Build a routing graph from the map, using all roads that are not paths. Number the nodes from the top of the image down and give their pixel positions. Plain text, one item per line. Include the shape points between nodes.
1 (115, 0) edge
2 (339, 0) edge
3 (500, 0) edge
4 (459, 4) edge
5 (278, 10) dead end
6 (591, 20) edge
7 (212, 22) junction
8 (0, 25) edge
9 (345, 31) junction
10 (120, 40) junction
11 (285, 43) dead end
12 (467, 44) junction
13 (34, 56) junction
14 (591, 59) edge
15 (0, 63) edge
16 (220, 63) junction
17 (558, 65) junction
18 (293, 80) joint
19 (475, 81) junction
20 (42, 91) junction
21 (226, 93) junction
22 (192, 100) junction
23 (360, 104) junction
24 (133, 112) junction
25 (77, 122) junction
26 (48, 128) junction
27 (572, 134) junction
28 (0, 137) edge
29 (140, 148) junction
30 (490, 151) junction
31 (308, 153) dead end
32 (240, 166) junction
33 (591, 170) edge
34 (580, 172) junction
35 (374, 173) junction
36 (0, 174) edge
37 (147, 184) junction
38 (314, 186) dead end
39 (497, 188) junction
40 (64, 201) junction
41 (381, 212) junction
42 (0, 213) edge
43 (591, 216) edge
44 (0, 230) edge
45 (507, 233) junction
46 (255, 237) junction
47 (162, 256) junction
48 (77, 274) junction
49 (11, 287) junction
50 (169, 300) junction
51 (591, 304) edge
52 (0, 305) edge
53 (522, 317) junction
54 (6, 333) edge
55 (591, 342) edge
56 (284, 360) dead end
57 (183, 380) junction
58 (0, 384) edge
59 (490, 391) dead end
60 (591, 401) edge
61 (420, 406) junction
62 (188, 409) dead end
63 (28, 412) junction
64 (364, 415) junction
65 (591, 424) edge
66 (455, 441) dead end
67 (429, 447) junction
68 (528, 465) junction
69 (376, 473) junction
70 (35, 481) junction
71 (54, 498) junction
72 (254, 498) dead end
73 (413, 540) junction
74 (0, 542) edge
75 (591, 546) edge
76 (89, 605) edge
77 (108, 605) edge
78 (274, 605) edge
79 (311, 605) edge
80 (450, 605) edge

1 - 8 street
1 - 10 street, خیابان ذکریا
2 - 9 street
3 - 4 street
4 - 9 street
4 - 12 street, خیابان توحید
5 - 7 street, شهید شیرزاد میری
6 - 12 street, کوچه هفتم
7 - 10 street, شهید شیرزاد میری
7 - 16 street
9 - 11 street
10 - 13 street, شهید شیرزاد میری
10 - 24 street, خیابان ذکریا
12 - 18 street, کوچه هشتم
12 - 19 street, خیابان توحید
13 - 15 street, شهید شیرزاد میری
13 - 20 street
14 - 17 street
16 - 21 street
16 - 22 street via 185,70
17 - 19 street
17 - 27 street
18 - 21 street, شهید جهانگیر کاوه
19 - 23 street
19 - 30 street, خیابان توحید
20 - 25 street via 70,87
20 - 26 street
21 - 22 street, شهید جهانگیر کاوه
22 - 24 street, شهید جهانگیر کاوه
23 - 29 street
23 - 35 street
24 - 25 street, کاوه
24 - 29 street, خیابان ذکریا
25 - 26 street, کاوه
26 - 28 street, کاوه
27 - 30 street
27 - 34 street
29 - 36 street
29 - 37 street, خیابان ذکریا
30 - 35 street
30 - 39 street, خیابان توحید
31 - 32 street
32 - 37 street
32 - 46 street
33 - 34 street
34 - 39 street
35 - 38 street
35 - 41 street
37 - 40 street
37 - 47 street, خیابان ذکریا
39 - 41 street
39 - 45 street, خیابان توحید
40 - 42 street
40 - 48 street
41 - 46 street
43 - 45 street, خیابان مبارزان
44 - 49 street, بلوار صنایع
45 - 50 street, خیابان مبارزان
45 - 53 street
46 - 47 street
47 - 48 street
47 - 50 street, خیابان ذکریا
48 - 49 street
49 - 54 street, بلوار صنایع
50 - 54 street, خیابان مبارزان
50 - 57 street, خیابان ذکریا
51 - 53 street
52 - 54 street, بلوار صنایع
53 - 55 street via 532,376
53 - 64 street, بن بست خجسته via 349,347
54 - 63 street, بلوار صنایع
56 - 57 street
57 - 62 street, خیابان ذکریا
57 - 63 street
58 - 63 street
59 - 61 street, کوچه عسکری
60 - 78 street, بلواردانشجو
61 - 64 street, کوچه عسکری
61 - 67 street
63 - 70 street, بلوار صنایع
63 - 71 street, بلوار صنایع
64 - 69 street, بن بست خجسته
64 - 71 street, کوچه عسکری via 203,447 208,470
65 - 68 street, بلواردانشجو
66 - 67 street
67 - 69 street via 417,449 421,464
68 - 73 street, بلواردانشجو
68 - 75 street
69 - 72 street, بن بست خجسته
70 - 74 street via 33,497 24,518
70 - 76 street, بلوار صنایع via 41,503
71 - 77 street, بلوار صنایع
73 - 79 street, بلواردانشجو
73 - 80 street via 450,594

-.-.-

Problem to work on
Give back the complete material verbatim.

Answer
Build a routing graph from the map, using all roads that are not paths. Number the nodes from the top of the image down and give their pixel positions. Plain text, one item per line. Include the shape points between nodes.
1 (115, 0) edge
2 (339, 0) edge
3 (500, 0) edge
4 (459, 4) edge
5 (278, 10) dead end
6 (591, 20) edge
7 (212, 22) junction
8 (0, 25) edge
9 (345, 31) junction
10 (120, 40) junction
11 (285, 43) dead end
12 (467, 44) junction
13 (34, 56) junction
14 (591, 59) edge
15 (0, 63) edge
16 (220, 63) junction
17 (558, 65) junction
18 (293, 80) joint
19 (475, 81) junction
20 (42, 91) junction
21 (226, 93) junction
22 (192, 100) junction
23 (360, 104) junction
24 (133, 112) junction
25 (77, 122) junction
26 (48, 128) junction
27 (572, 134) junction
28 (0, 137) edge
29 (140, 148) junction
30 (490, 151) junction
31 (308, 153) dead end
32 (240, 166) junction
33 (591, 170) edge
34 (580, 172) junction
35 (374, 173) junction
36 (0, 174) edge
37 (147, 184) junction
38 (314, 186) dead end
39 (497, 188) junction
40 (64, 201) junction
41 (381, 212) junction
42 (0, 213) edge
43 (591, 216) edge
44 (0, 230) edge
45 (507, 233) junction
46 (255, 237) junction
47 (162, 256) junction
48 (77, 274) junction
49 (11, 287) junction
50 (169, 300) junction
51 (591, 304) edge
52 (0, 305) edge
53 (522, 317) junction
54 (6, 333) edge
55 (591, 342) edge
56 (284, 360) dead end
57 (183, 380) junction
58 (0, 384) edge
59 (490, 391) dead end
60 (591, 401) edge
61 (420, 406) junction
62 (188, 409) dead end
63 (28, 412) junction
64 (364, 415) junction
65 (591, 424) edge
66 (455, 441) dead end
67 (429, 447) junction
68 (528, 465) junction
69 (376, 473) junction
70 (35, 481) junction
71 (54, 498) junction
72 (254, 498) dead end
73 (413, 540) junction
74 (0, 542) edge
75 (591, 546) edge
76 (89, 605) edge
77 (108, 605) edge
78 (274, 605) edge
79 (311, 605) edge
80 (450, 605) edge

1 - 8 street
1 - 10 street, خیابان ذکریا
2 - 9 street
3 - 4 street
4 - 9 street
4 - 12 street, خیابان توحید
5 - 7 street, شهید شیرزاد میری
6 - 12 street, کوچه هفتم
7 - 10 street, شهید شیرزاد میری
7 - 16 street
9 - 11 street
10 - 13 street, شهید شیرزاد میری
10 - 24 street, خیابان ذکریا
12 - 18 street, کوچه هشتم
12 - 19 street, خیابان توحید
13 - 15 street, شهید شیرزاد میری
13 - 20 street
14 - 17 street
16 - 21 street
16 - 22 street via 185,70
17 - 19 street
17 - 27 street
18 - 21 street, شهید جهانگیر کاوه
19 - 23 street
19 - 30 street, خیابان توحید
20 - 25 street via 70,87
20 - 26 street
21 - 22 street, شهید جهانگیر کاوه
22 - 24 street, شهید جهانگیر کاوه
23 - 29 street
23 - 35 street
24 - 25 street, کاوه
24 - 29 street, خیابان ذکریا
25 - 26 street, کاوه
26 - 28 street, کاوه
27 - 30 street
27 - 34 street
29 - 36 street
29 - 37 street, خیابان ذکریا
30 - 35 street
30 - 39 street, خیابان توحید
31 - 32 street
32 - 37 street
32 - 46 street
33 - 34 street
34 - 39 street
35 - 38 street
35 - 41 street
37 - 40 street
37 - 47 street, خیابان ذکریا
39 - 41 street
39 - 45 street, خیابان توحید
40 - 42 street
40 - 48 street
41 - 46 street
43 - 45 street, خیابان مبارزان
44 - 49 street, بلوار صنایع
45 - 50 street, خیابان مبارزان
45 - 53 street
46 - 47 street
47 - 48 street
47 - 50 street, خیابان ذکریا
48 - 49 street
49 - 54 street, بلوار صنایع
50 - 54 street, خیابان مبارزان
50 - 57 street, خیابان ذکریا
51 - 53 street
52 - 54 street, بلوار صنایع
53 - 55 street via 532,376
53 - 64 street, بن بست خجسته via 349,347
54 - 63 street, بلوار صنایع
56 - 57 street
57 - 62 street, خیابان ذکریا
57 - 63 street
58 - 63 street
59 - 61 street, کوچه عسکری
60 - 78 street, بلواردانشجو
61 - 64 street, کوچه عسکری
61 - 67 street
63 - 70 street, بلوار صنایع
63 - 71 street, بلوار صنایع
64 - 69 street, بن بست خجسته
64 - 71 street, کوچه عسکری via 203,447 208,470
65 - 68 street, بلواردانشجو
66 - 67 street
67 - 69 street via 417,449 421,464
68 - 73 street, بلواردانشجو
68 - 75 street
69 - 72 street, بن بست خجسته
70 - 74 street via 33,497 24,518
70 - 76 street, بلوار صنایع via 41,503
71 - 77 street, بلوار صنایع
73 - 79 street, بلواردانشجو
73 - 80 street via 450,594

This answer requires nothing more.